Cela fait plus de dix ans qu’Electron est entré dans nos vies. Ce framework qui permet de créer des applications de bureau à partir des technologies du web a servi de fondation à des centaines et centaines d’apps sur nos Mac depuis sa naissance au tournant des années 2010. S’il a ouvert de nouvelles voies et certainement conduit à de nombreuses apps qui n’auraient pas existé sans lui, il se traine aussi une très mauvaise réputation. En 2017, on se demandait si Electron n’allait pas être le nouveau Flash et on ne pouvait sans doute pas imaginer pire insulte sur un site dédié à Apple. Quand le gestionnaire de mots de passe 1Password a adopté Electron en 2021, on a parlé de trahison, rien de moins.

Les raisons de s’en prendre à Electron ne semblent pas manquer : poids des apps en hausse, interfaces pas optimisées, lourdeurs, bugs… n’en jetez plus ! Pour autant, cette réputation est-elle encore pleinement justifiée ? Electron mérite-t-il toujours notre dédain en 2025 ? Plusieurs développeurs ont apporté récemment un son de cloche différent, tandis que l’expérience prouve qu’une app basée sur Electron n’est pas nécessairement pire qu’une autre composée exclusivement de lignes de code en Swift et SwiftUI, les technologies maison d’Apple.
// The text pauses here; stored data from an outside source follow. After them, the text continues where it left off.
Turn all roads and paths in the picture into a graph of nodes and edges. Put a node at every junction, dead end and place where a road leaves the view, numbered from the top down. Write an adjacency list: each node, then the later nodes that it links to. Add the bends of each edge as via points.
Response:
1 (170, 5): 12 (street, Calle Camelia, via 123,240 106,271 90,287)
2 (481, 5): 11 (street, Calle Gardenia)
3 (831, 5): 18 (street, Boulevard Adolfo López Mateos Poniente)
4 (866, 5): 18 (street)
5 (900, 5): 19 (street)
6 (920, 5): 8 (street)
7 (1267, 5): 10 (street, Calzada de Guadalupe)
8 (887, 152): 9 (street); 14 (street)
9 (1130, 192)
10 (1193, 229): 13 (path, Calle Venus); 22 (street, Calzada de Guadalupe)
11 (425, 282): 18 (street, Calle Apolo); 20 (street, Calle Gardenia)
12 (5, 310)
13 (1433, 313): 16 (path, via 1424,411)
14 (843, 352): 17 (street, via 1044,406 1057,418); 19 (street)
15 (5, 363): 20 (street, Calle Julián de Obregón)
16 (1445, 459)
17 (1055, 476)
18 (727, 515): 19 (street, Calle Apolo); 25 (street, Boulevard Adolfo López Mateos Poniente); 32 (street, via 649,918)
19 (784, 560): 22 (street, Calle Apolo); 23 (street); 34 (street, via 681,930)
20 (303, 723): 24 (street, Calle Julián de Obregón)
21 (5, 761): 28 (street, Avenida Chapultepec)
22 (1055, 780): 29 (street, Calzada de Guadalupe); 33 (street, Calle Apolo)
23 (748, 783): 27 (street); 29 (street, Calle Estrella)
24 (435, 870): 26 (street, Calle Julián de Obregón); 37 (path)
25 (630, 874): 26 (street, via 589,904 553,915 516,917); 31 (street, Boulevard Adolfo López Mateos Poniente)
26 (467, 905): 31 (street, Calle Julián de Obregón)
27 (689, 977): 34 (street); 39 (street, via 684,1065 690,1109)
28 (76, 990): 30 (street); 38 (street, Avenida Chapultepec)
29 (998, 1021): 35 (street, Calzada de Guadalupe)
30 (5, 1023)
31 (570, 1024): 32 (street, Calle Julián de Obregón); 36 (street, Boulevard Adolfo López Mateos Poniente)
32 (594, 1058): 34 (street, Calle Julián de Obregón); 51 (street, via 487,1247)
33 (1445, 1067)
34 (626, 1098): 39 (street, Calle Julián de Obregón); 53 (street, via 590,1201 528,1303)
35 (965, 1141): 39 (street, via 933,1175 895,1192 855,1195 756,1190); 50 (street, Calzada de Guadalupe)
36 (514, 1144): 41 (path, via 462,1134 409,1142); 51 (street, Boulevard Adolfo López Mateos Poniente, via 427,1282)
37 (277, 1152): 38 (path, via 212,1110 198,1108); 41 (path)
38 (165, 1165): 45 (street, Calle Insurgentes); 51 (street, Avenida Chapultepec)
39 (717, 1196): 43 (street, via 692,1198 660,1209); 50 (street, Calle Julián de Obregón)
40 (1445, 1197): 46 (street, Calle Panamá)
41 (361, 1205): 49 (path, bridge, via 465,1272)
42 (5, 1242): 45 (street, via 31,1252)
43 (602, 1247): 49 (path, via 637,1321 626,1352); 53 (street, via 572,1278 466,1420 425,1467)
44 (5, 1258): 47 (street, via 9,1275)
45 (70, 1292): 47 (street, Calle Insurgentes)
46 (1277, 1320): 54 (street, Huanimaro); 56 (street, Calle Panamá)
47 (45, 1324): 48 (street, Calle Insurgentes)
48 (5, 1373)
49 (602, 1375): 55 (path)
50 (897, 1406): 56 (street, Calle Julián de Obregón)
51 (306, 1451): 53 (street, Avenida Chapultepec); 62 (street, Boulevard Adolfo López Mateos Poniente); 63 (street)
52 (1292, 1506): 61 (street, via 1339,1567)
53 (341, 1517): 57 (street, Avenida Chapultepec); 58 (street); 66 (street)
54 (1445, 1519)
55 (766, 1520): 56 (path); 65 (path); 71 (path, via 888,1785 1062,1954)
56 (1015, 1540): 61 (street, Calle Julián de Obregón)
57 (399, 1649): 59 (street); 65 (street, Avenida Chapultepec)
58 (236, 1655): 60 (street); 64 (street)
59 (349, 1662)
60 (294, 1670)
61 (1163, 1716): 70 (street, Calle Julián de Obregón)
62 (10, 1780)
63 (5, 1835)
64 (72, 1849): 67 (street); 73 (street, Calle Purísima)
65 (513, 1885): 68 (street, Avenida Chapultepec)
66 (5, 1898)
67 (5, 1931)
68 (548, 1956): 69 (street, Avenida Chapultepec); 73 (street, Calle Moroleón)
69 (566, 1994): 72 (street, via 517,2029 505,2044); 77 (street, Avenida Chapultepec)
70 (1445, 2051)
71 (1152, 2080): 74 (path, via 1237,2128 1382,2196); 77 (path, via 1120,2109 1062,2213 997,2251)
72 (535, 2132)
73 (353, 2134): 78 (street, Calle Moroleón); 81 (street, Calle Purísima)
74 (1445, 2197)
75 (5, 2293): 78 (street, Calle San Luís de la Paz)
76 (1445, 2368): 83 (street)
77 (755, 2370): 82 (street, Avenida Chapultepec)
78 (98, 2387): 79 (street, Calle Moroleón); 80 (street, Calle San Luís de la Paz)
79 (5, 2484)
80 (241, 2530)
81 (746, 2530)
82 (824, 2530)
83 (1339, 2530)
Des performances de haut vol pour le texte, grâce au web
D’instinct, on pourrait croire que les technologies natives sont inévitablement plus performantes que celles issues du web. On aurait tort. La réalité est bien plus complexe que cela, comme l’exemple donné par John Siracusa dans son podcast en témoigne bien (Accidental Tech Podcast, épisode 236, à partir de 52:50). Pendant le développement de sa dernière app nommée Hyperspace, il a vite réalisé que SwiftUI n’était pas capable de gérer l’interface pourtant simple qu’il envisageait. Son app identifie les fichiers en double sur Mac pour les remplacer par un clone APFS et gagner ainsi de l’espace. Juste avant de réaliser l’opération de nettoyage, elle présente une liste de tous les fichiers identifiés et permet ainsi à l’utilisateur d’en (dé)sélectionner certains.
Pour créer la partie graphique d’Hyperspace, ce développeur aguerri avait choisi SwiftUI, le framework d’interface lancé par Apple en 2019 qui est la solution recommandée pour tous ceux qui veulent créer des apps dans l’écosystème de la Pomme. Un choix parfaitement logique pour une app développée fin 2024 et pourtant, SwiftUI n’est pas capable par défaut de gérer une simple liste composée de plusieurs centaines ou milliers d’éléments. Si les premières lignes s’affichent sans problème, le défilement est atrocement lent, au point où l’app semble cassée. La roue multicolore de macOS surgit d’ailleurs dès que l’on veut faire défiler une liste de quelques milliers de lignes.

John Siracusa a testé plusieurs idées pour améliorer l’interface tout en restant avec SwiftUI, comme un chargement progressif du contenu ou même un bouton pour charger les lignes suivantes après un premier lot. Il a réécrit l’interface de plusieurs manières, sans pour autant parvenir à un résultat fluide. En basculant sur AppKit, le framework d’interface historique de macOS, il a enfin obtenu des performances correctes, au prix d’un développement complexe. Pendant tous ces essais, le développeur spécialisé dans le web depuis 25 ans a eu l’idée de recréer la même liste en HTML et n’importe quel navigateur web pouvait l’afficher instantanément et avec une fluidité qu’aucune solution native ne pouvait approcher.